No matter your operation type, an effective deworming strategy is important for overall cattle health and production. Cattle suffering from internal parasites can experience reduced feed intake, weakened immunity, reduced reproductive efficiency and less milk production.¹⁻² Not only is this detrimental to the cattle themselves, but it can also have a negative impact on business production and operations.
In addition to combination treatment, producers should consider the following management practices to maximize dewormer efficacy:
  • Diagnostic testing: Performing routine diagnostic tests, such as fecal egg count reduction tests (FECRT) and coprocultures, can help assess the effectiveness of a deworming program and identify the parasites that are surviving treatment.

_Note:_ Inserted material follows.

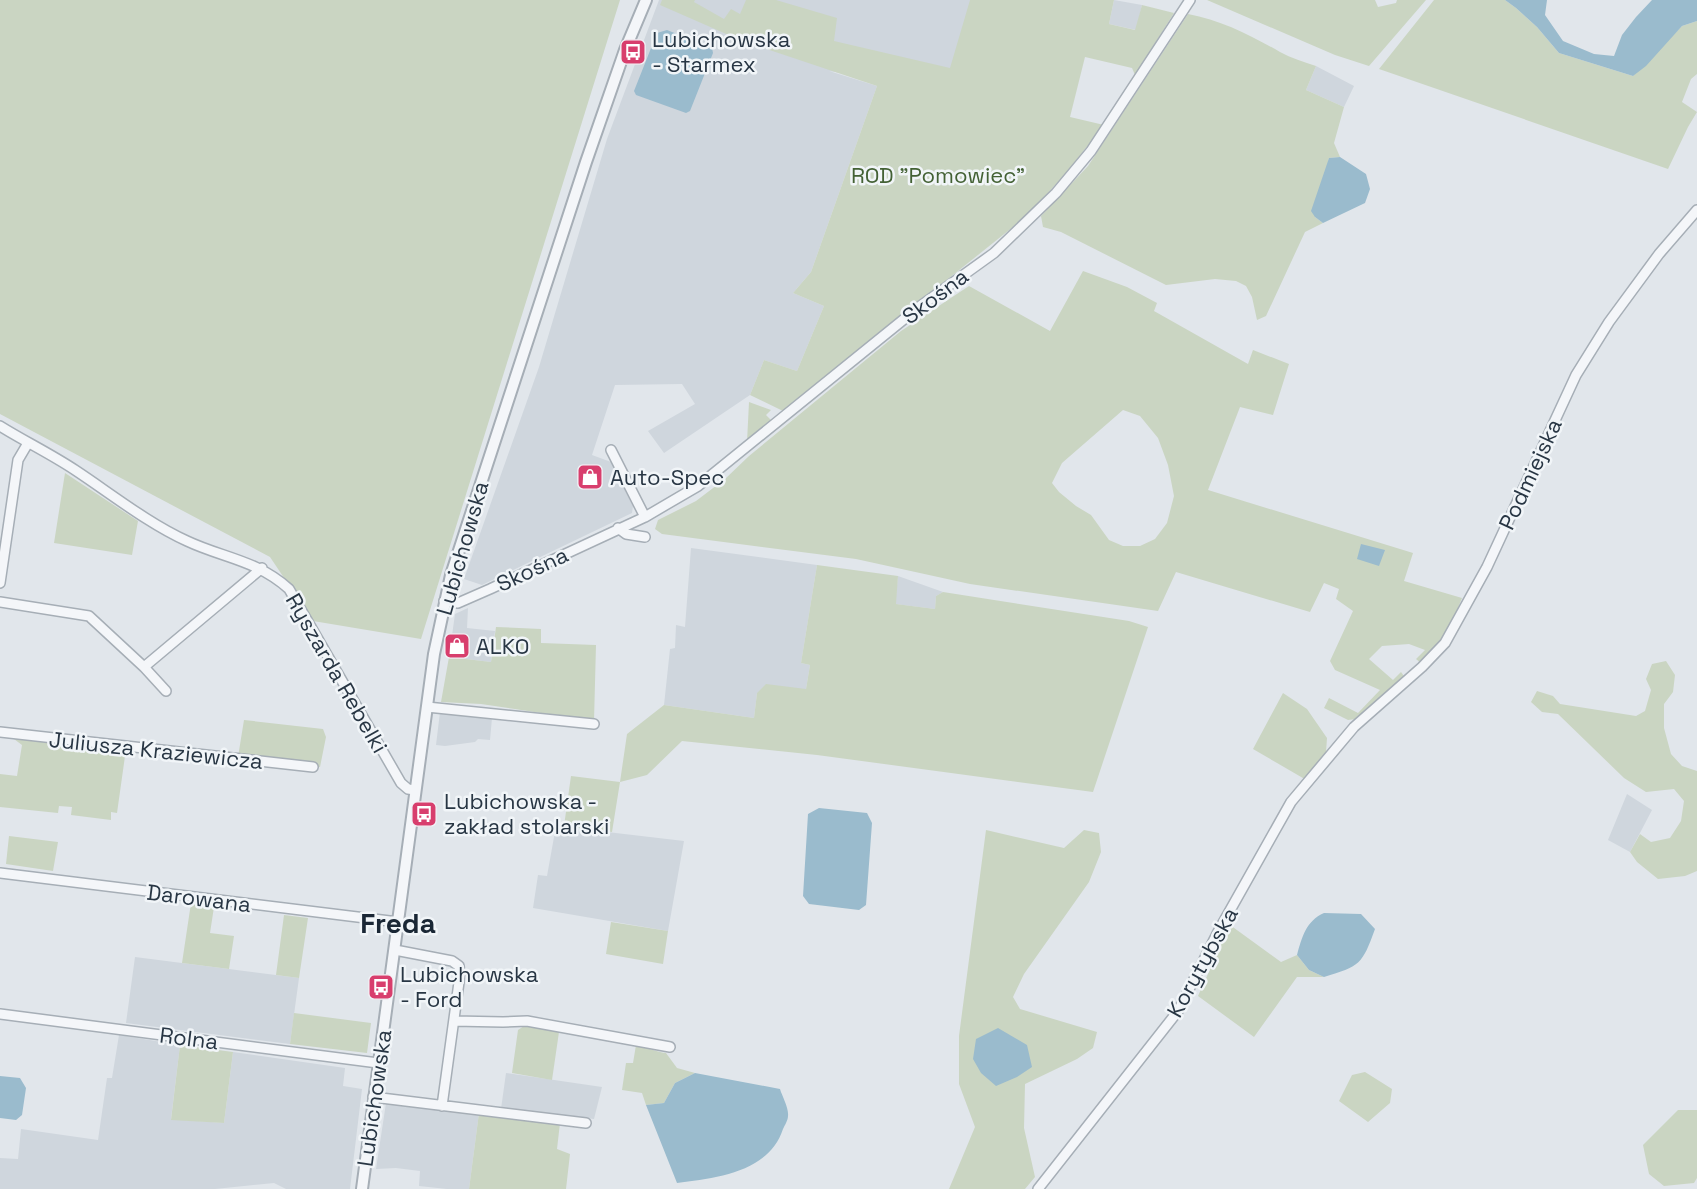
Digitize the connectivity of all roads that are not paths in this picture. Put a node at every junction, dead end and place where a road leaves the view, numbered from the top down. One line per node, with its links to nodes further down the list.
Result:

  • Refugia: Intentionally not deworming a small percentage of the herd is recognized as the single most important factor in delaying the onset of parasite resistance. “Producers should treat animals selectively, leaving 10 to 30% of the herd untreated,” advised Dr. Sicalo Gianechini. “The few resistant worms that survive your treatment will be diluted with refugia, so you’re delaying that accumulation of resistant alleles in the population of worms.”
  • Pasture management: Limit overgrazing, maintain appropriate forage height, and rotate pastures, if possible. Avoid moving cattle to new pastures immediately after deworming them, as this would allow surviving resistant worms to contaminate the new pasture.
  • Cattle management: Producers can increase overall herd immunity through routine vaccinations and enhanced nutrition. Implement biosecurity measures, such as quarantining all new cattle, to prevent the introduction of resistant parasites into the herd. “Err on the side of caution, and assume that all new additions carry drug-resistant worms,” said Dr. Sicalo Gianechini. “These additions require treatment from a combination of dewormers from different drug classes — at least two, and even all three.”
  • Dose appropriately: Deworming all cattle to the average weight of the herd can be problematic, as worms may be exposed to concentrations of a dewormer that do not actually fully kill them. When in doubt, weigh the heaviest animals and dose by the heaviest to prevent the development of resistant worms.
Producers should work with their veterinarian to determine the appropriate preventive health program for their individual operation.
“There’s always room for improvement in parasite control programs,” concluded Dr. Sicalo Gianechini. “Parasite control is dynamic, and we cannot recommend the same thing every year to every producer. Talking to a veterinarian or consulting a parasitologist, and considering their farm’s deworming history, can help producers figure out what to do for that year.”